About this exercise
Each entry must be returned exactly. None may be omitted.

Recorded data
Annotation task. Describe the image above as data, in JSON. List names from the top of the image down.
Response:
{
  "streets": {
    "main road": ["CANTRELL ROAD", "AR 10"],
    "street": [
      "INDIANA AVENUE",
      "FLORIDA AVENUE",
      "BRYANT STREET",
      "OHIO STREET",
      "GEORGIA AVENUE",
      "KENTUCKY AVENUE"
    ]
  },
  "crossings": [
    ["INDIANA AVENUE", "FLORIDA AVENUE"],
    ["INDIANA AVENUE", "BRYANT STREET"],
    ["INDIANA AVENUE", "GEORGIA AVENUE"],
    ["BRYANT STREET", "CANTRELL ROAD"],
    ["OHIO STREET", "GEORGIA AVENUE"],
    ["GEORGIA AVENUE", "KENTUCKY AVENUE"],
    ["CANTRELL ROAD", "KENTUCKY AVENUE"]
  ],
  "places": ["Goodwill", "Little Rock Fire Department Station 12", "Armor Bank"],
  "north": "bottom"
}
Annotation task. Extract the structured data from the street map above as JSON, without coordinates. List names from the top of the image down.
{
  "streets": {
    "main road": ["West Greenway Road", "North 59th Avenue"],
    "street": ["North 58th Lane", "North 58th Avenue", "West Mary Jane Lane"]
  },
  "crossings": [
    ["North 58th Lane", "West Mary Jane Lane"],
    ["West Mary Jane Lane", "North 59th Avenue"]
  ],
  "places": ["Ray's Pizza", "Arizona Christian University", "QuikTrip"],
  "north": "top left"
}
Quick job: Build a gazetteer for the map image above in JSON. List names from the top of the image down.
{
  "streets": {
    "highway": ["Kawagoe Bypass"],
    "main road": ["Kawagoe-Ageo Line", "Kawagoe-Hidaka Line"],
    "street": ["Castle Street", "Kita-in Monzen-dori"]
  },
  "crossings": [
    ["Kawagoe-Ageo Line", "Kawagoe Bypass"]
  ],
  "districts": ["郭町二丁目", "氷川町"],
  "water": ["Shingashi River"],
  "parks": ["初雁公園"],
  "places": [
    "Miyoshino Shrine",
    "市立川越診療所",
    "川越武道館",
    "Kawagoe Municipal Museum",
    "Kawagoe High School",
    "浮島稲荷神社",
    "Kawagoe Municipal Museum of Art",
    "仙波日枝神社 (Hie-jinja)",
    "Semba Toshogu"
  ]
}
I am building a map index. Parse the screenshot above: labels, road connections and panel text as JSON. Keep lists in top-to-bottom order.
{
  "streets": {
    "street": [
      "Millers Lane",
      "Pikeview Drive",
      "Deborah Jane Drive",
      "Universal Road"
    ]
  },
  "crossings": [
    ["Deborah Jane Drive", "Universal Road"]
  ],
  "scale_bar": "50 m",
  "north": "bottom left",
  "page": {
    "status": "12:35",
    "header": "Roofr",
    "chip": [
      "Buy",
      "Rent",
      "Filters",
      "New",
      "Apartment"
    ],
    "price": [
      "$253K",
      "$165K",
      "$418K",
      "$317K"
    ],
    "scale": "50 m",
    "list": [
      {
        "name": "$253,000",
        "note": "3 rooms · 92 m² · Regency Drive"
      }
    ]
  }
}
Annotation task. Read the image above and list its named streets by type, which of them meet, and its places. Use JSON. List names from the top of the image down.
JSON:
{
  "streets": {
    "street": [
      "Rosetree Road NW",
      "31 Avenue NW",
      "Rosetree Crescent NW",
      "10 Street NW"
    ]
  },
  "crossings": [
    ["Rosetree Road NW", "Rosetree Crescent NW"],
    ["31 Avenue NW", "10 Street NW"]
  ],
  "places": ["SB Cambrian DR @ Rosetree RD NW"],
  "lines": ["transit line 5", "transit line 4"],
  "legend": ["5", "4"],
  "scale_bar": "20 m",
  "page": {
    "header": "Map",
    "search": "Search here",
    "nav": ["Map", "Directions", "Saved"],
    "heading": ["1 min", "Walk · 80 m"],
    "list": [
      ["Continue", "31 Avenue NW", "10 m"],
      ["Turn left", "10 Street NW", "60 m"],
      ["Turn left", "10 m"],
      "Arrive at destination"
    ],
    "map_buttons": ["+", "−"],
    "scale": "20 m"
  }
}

Reply to the exercise
Annotation task. Describe the image above as data, in JSON. List names from the top of the image down.
Response:
{
  "streets": {
    "main road": ["CANTRELL ROAD", "AR 10"],
    "street": [
      "INDIANA AVENUE",
      "FLORIDA AVENUE",
      "BRYANT STREET",
      "OHIO STREET",
      "GEORGIA AVENUE",
      "KENTUCKY AVENUE"
    ]
  },
  "crossings": [
    ["INDIANA AVENUE", "FLORIDA AVENUE"],
    ["INDIANA AVENUE", "BRYANT STREET"],
    ["INDIANA AVENUE", "GEORGIA AVENUE"],
    ["BRYANT STREET", "CANTRELL ROAD"],
    ["OHIO STREET", "GEORGIA AVENUE"],
    ["GEORGIA AVENUE", "KENTUCKY AVENUE"],
    ["CANTRELL ROAD", "KENTUCKY AVENUE"]
  ],
  "places": ["Goodwill", "Little Rock Fire Department Station 12", "Armor Bank"],
  "north": "bottom"
}
Annotation task. Extract the structured data from the street map above as JSON, without coordinates. List names from the top of the image down.
{
  "streets": {
    "main road": ["West Greenway Road", "North 59th Avenue"],
    "street": ["North 58th Lane", "North 58th Avenue", "West Mary Jane Lane"]
  },
  "crossings": [
    ["North 58th Lane", "West Mary Jane Lane"],
    ["West Mary Jane Lane", "North 59th Avenue"]
  ],
  "places": ["Ray's Pizza", "Arizona Christian University", "QuikTrip"],
  "north": "top left"
}
Quick job: Build a gazetteer for the map image above in JSON. List names from the top of the image down.
{
  "streets": {
    "highway": ["Kawagoe Bypass"],
    "main road": ["Kawagoe-Ageo Line", "Kawagoe-Hidaka Line"],
    "street": ["Castle Street", "Kita-in Monzen-dori"]
  },
  "crossings": [
    ["Kawagoe-Ageo Line", "Kawagoe Bypass"]
  ],
  "districts": ["郭町二丁目", "氷川町"],
  "water": ["Shingashi River"],
  "parks": ["初雁公園"],
  "places": [
    "Miyoshino Shrine",
    "市立川越診療所",
    "川越武道館",
    "Kawagoe Municipal Museum",
    "Kawagoe High School",
    "浮島稲荷神社",
    "Kawagoe Municipal Museum of Art",
    "仙波日枝神社 (Hie-jinja)",
    "Semba Toshogu"
  ]
}
I am building a map index. Parse the screenshot above: labels, road connections and panel text as JSON. Keep lists in top-to-bottom order.
{
  "streets": {
    "street": [
      "Millers Lane",
      "Pikeview Drive",
      "Deborah Jane Drive",
      "Universal Road"
    ]
  },
  "crossings": [
    ["Deborah Jane Drive", "Universal Road"]
  ],
  "scale_bar": "50 m",
  "north": "bottom left",
  "page": {
    "status": "12:35",
    "header": "Roofr",
    "chip": [
      "Buy",
      "Rent",
      "Filters",
      "New",
      "Apartment"
    ],
    "price": [
      "$253K",
      "$165K",
      "$418K",
      "$317K"
    ],
    "scale": "50 m",
    "list": [
      {
        "name": "$253,000",
        "note": "3 rooms · 92 m² · Regency Drive"
      }
    ]
  }
}
Annotation task. Read the image above and list its named streets by type, which of them meet, and its places. Use JSON. List names from the top of the image down.
JSON:
{
  "streets": {
    "street": [
      "Rosetree Road NW",
      "31 Avenue NW",
      "Rosetree Crescent NW",
      "10 Street NW"
    ]
  },
  "crossings": [
    ["Rosetree Road NW", "Rosetree Crescent NW"],
    ["31 Avenue NW", "10 Street NW"]
  ],
  "places": ["SB Cambrian DR @ Rosetree RD NW"],
  "lines": ["transit line 5", "transit line 4"],
  "legend": ["5", "4"],
  "scale_bar": "20 m",
  "page": {
    "header": "Map",
    "search": "Search here",
    "nav": ["Map", "Directions", "Saved"],
    "heading": ["1 min", "Walk · 80 m"],
    "list": [
      ["Continue", "31 Avenue NW", "10 m"],
      ["Turn left", "10 Street NW", "60 m"],
      ["Turn left", "10 m"],
      "Arrive at destination"
    ],
    "map_buttons": ["+", "−"],
    "scale": "20 m"
  }
}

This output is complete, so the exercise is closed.